Summary of Comments and Explanation of Revisions
The only comment received on the Temporary Regulations suggested
that the promulgation of the Temporary Regulations was unnecessary
because the prior regulations did not support the taxpayer reporting
position that the Temporary Regulations were designed to prevent. The
comment considered the taxpayer position addressed in the Temporary
Regulations to be inconsistent with both the purposes of section 988(d)
and the economic substance of the transaction. Although the comment
finds the Temporary Regulations ultimately unnecessary, it acknowledges
that the section 988 hedging rules are a complicated area of law and
that the prior regulations could be improved to provide greater
certainty to taxpayers. The Treasury Department and the IRS have
determined that the Temporary Regulations are useful in clarifying the
section 988(d) integration rules--as well as in preventing unintended
approaches to legging out under those rules--and thus should be adopted
as final.
The comment recommended that the Treasury Department and the IRS
consider aligning the hedge integration regime under section 988 with
the approach taken in regulations under section 1275 on the basis that
the section 1275 approach is more consistent with economic reality. The
Sec. 1.1275-6 regulations generally allow the integration of a
qualifying debt instrument with a hedge or combination of hedges if the
combined cash flows of the components are substantially equivalent to
the cash flows on a fixed or variable rate debt instrument. However, a
financial instrument that hedges currency risk cannot be integrated as
a Sec. 1.1275-6 hedge. See Sec. 1.1275-6(b)(2). Under the legging out
rules of Sec. 1.1275-6, a taxpayer that legs out of an integrated
transaction is treated as terminating the synthetic debt instrument for
its fair market value and recognizing any gain or loss. If the taxpayer
remains liable on the qualifying debt instrument after the leg-out,
adjustments are made to reflect any difference between the fair market
value of the qualifying debt instrument and its adjusted issue price.

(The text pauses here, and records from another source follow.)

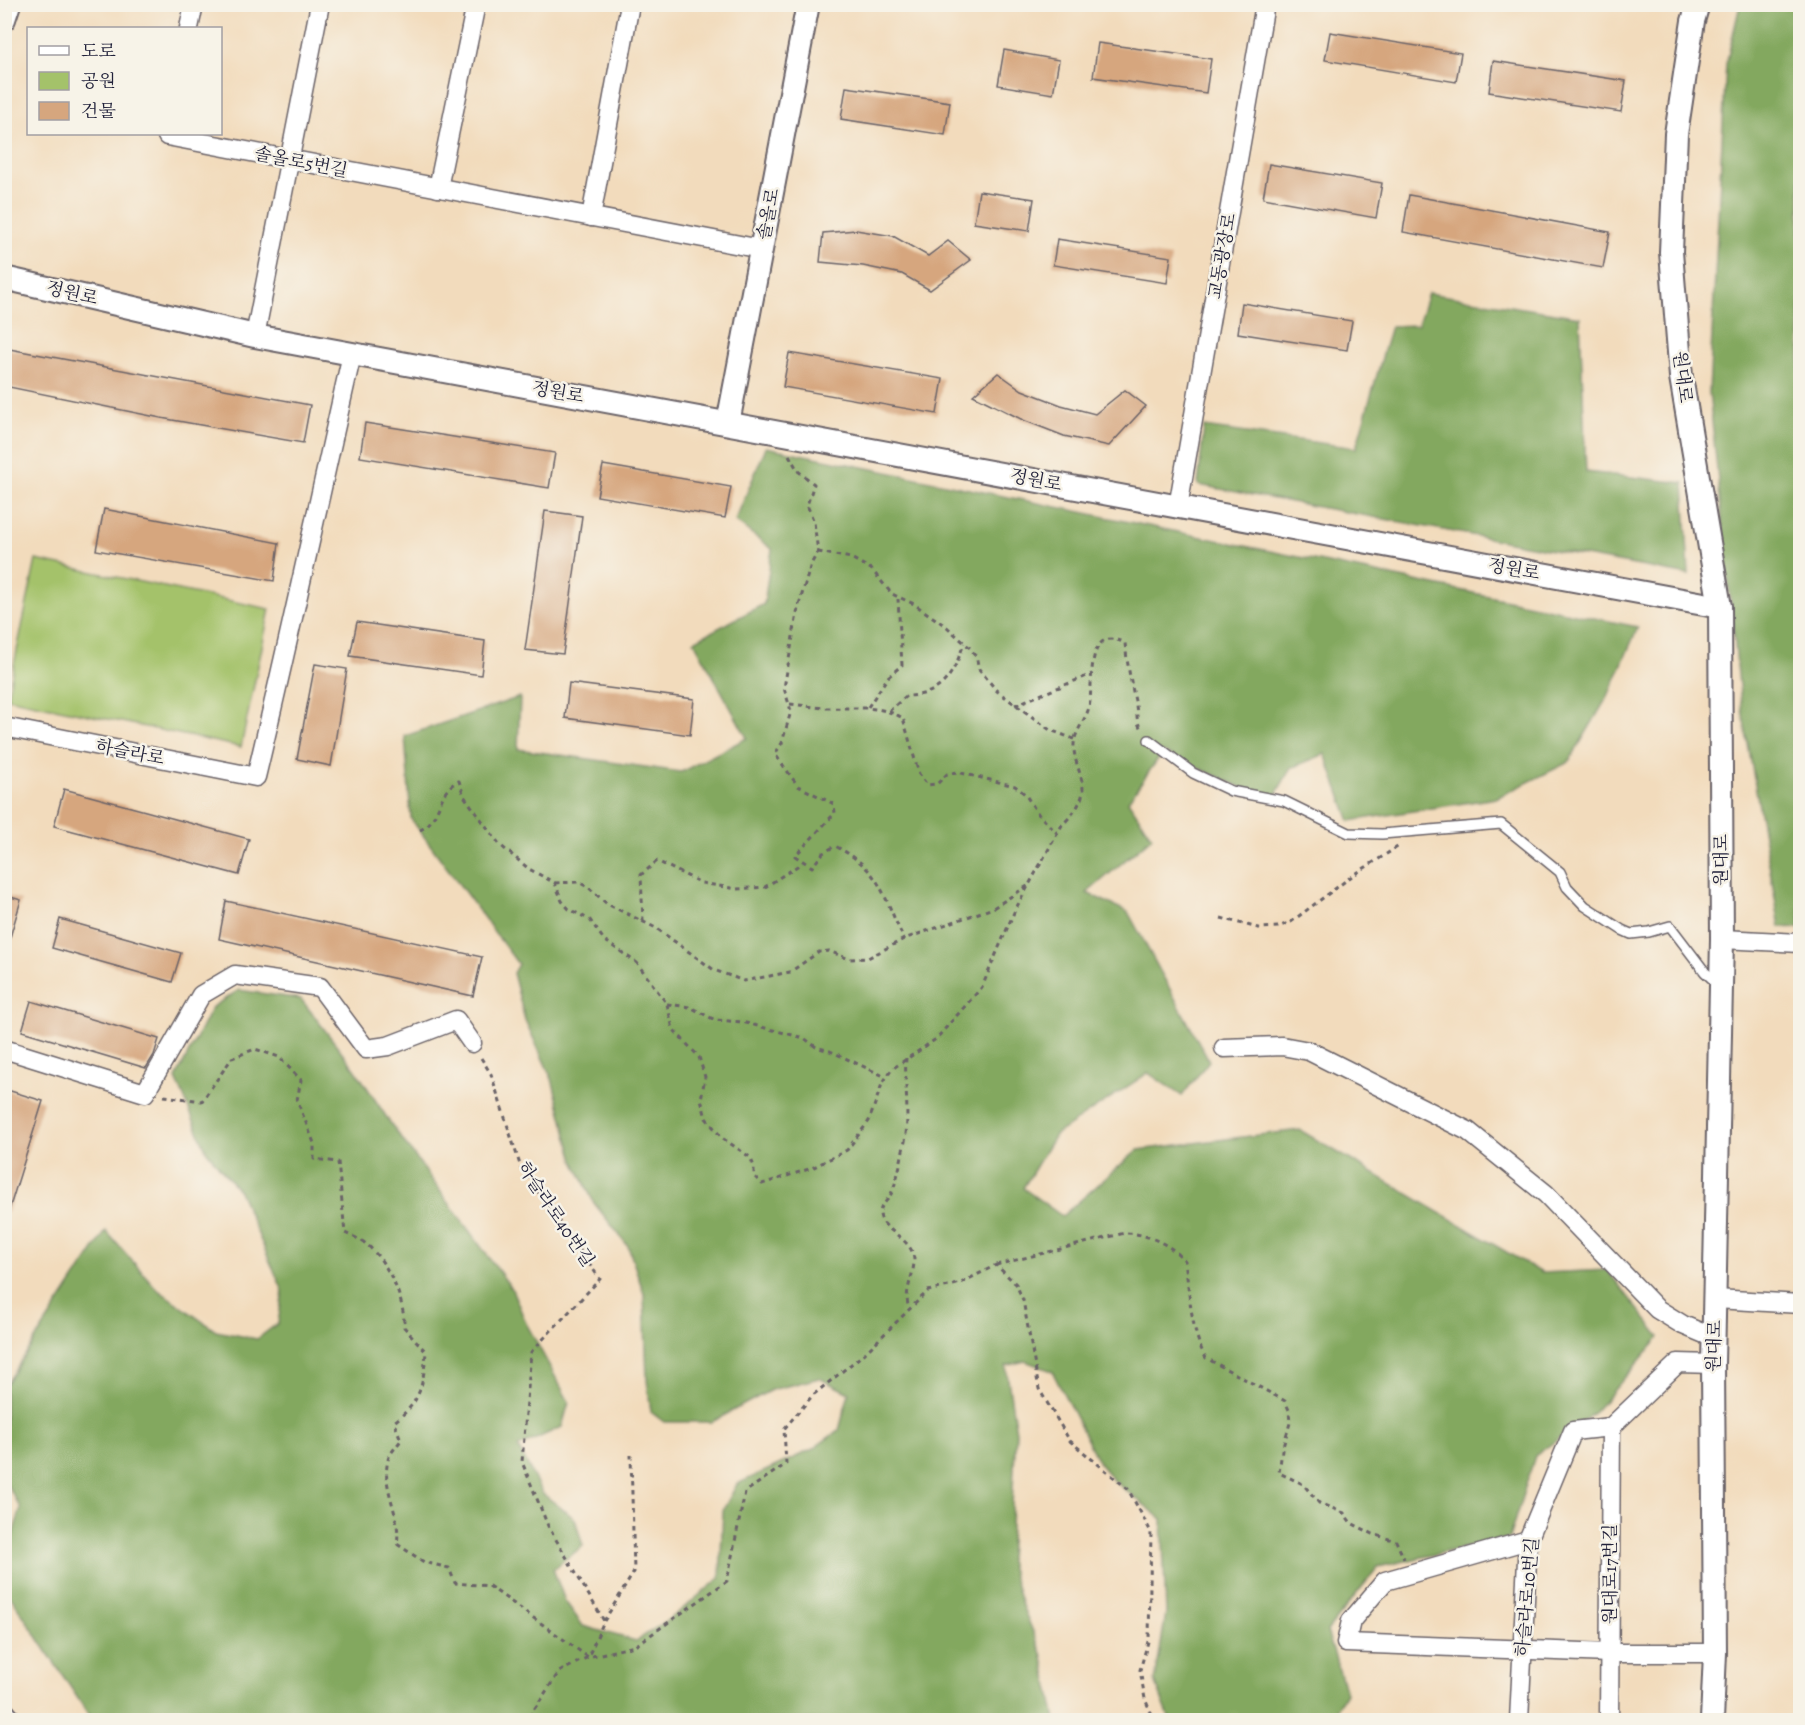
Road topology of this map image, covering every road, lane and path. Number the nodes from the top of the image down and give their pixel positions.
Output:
1 (9, 4) edge
2 (194, 4) edge
3 (320, 4) edge
4 (476, 4) edge
5 (630, 4) edge
6 (808, 4) edge
7 (1265, 4) edge
8 (1698, 4) edge
9 (4, 19) edge
10 (189, 27) edge
11 (168, 135) edge
12 (289, 159) junction
13 (438, 188) junction
14 (591, 217) junction
15 (761, 249) junction
16 (4, 278) edge
17 (255, 336) junction
18 (352, 354) junction
19 (728, 423) junction
20 (783, 433) junction
21 (1178, 507) junction
22 (818, 552) junction
23 (898, 598) junction
24 (1720, 607) junction
25 (964, 643) junction
26 (1092, 674) junction
27 (790, 704) junction
28 (1015, 705) junction
29 (868, 707) junction
30 (889, 711) junction
31 (4, 727) edge
32 (1074, 739) junction
33 (1149, 740) joint
34 (1426, 829) junction
35 (420, 830) dead end
36 (1057, 833) junction
37 (803, 863) junction
38 (555, 883) junction
39 (1031, 884) junction
40 (1221, 918) dead end
41 (643, 921) junction
42 (904, 939) junction
43 (1722, 939) junction
44 (1800, 943) edge
45 (1720, 986) junction
46 (667, 1005) junction
47 (472, 1043) joint
48 (1224, 1048) dead end
49 (4, 1049) edge
50 (906, 1059) junction
51 (886, 1077) junction
52 (145, 1093) junction
53 (996, 1265) junction
54 (1716, 1299) junction
55 (1800, 1304) edge
56 (909, 1309) junction
57 (1714, 1338) junction
58 (1713, 1364) junction
59 (1611, 1427) junction
60 (631, 1455) dead end
61 (1528, 1540) junction
62 (1409, 1575) junction
63 (604, 1621) junction
64 (1522, 1649) junction
65 (1609, 1653) junction
66 (1715, 1653) junction
67 (588, 1657) junction
68 (4, 1714) edge
69 (9, 1720) edge
70 (527, 1720) edge
71 (1154, 1720) edge
72 (1519, 1720) edge
73 (1609, 1720) edge
74 (1712, 1720) edge

1 - 9 street
2 - 10 street
3 - 12 street
4 - 13 street
5 - 14 street
6 - 15 street, 솔올로
7 - 21 street, 교동광장로
8 - 24 street, 원대로
11 - 12 street, 솔올로5번길
12 - 13 street, 솔올로5번길
12 - 17 street
13 - 14 street, 솔올로5번길
14 - 15 street, 솔올로5번길
15 - 19 street, 솔올로
16 - 17 street, 정원로
17 - 18 street, 정원로
18 - 19 street, 정원로
18 - 31 street, 하슬라로
19 - 20 street, 정원로
20 - 21 street, 정원로
20 - 22 path
21 - 24 street, 정원로
22 - 23 path
22 - 27 path
23 - 25 path
23 - 29 path
24 - 43 street, 원대로
25 - 28 path
25 - 30 path
26 - 28 path
26 - 32 path
26 - 33 path
27 - 29 path
27 - 37 path
28 - 32 path
29 - 30 path
30 - 36 path
32 - 36 path
33 - 34 lane
34 - 40 path
34 - 45 lane
35 - 38 path
36 - 39 path
37 - 41 path
37 - 42 path
38 - 41 path
38 - 46 path
39 - 42 path
39 - 50 path
41 - 42 path
43 - 44 street
43 - 45 street, 원대로
45 - 54 street, 원대로
46 - 51 path
46 - 51 path
47 - 52 street
47 - 63 path, 하슬라로40번길
48 - 57 street
49 - 52 street
50 - 51 path
50 - 56 path
52 - 67 path
53 - 56 path
53 - 62 path
53 - 71 path
54 - 55 street
54 - 57 street, 원대로
56 - 67 path
57 - 58 street, 원대로
58 - 59 street
58 - 66 street, 원대로
59 - 61 street, 하슬라로10번길
59 - 65 street, 원대로17번길
60 - 63 path
61 - 62 street
61 - 64 street, 하슬라로10번길
62 - 64 street
63 - 67 path
64 - 65 street
64 - 72 street, 하슬라로10번길
65 - 66 street
65 - 73 street, 원대로17번길
66 - 74 street, 원대로
67 - 70 path
68 - 69 street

If the taxpayer remains a party to the Sec. 1.1275-6 hedge, the hedge
is treated as entered into at its fair market value. By contrast,
subject to Sec. 1.988-5T(a)(6)(ii)(F), the legging out rules under
Sec. 1.988-5 treat a taxpayer that legs out of a synthetic debt
instrument under section 988 as having disposed of any remaining
hedges, and those hedges cannot be part of a qualified hedging
transaction for any period after the leg-out date.
The Treasury Department and the IRS have determined that achieving
greater alignment between the hedge integration regimes under sections
988 and 1275 is beyond the scope of this project and unnecessary to
achieve the purpose of the Temporary Regulations. The limited purpose
of the Temporary Regulations was to clarify the application of the
legging out rules under Sec. 1.988-5 to a particular fact pattern
rather than to undertake a more general revision of those rules. When
some of the hedge components of a qualified hedging transaction are
disposed of on a leg-out date, deeming a disposition of all remaining
components is sufficient to achieve a clear reflection of income.
Continuing to treat the remaining components as integrated, as under
the rule of Sec. 1.1275-6, would represent a departure from the
approach taken in the original Sec. 1.988-5 regulations. Nonetheless,
the Treasury Department and the IRS will continue to consider whether
the hedge integration regimes under sections 988 and 1275 should be
modified and brought into closer conformity.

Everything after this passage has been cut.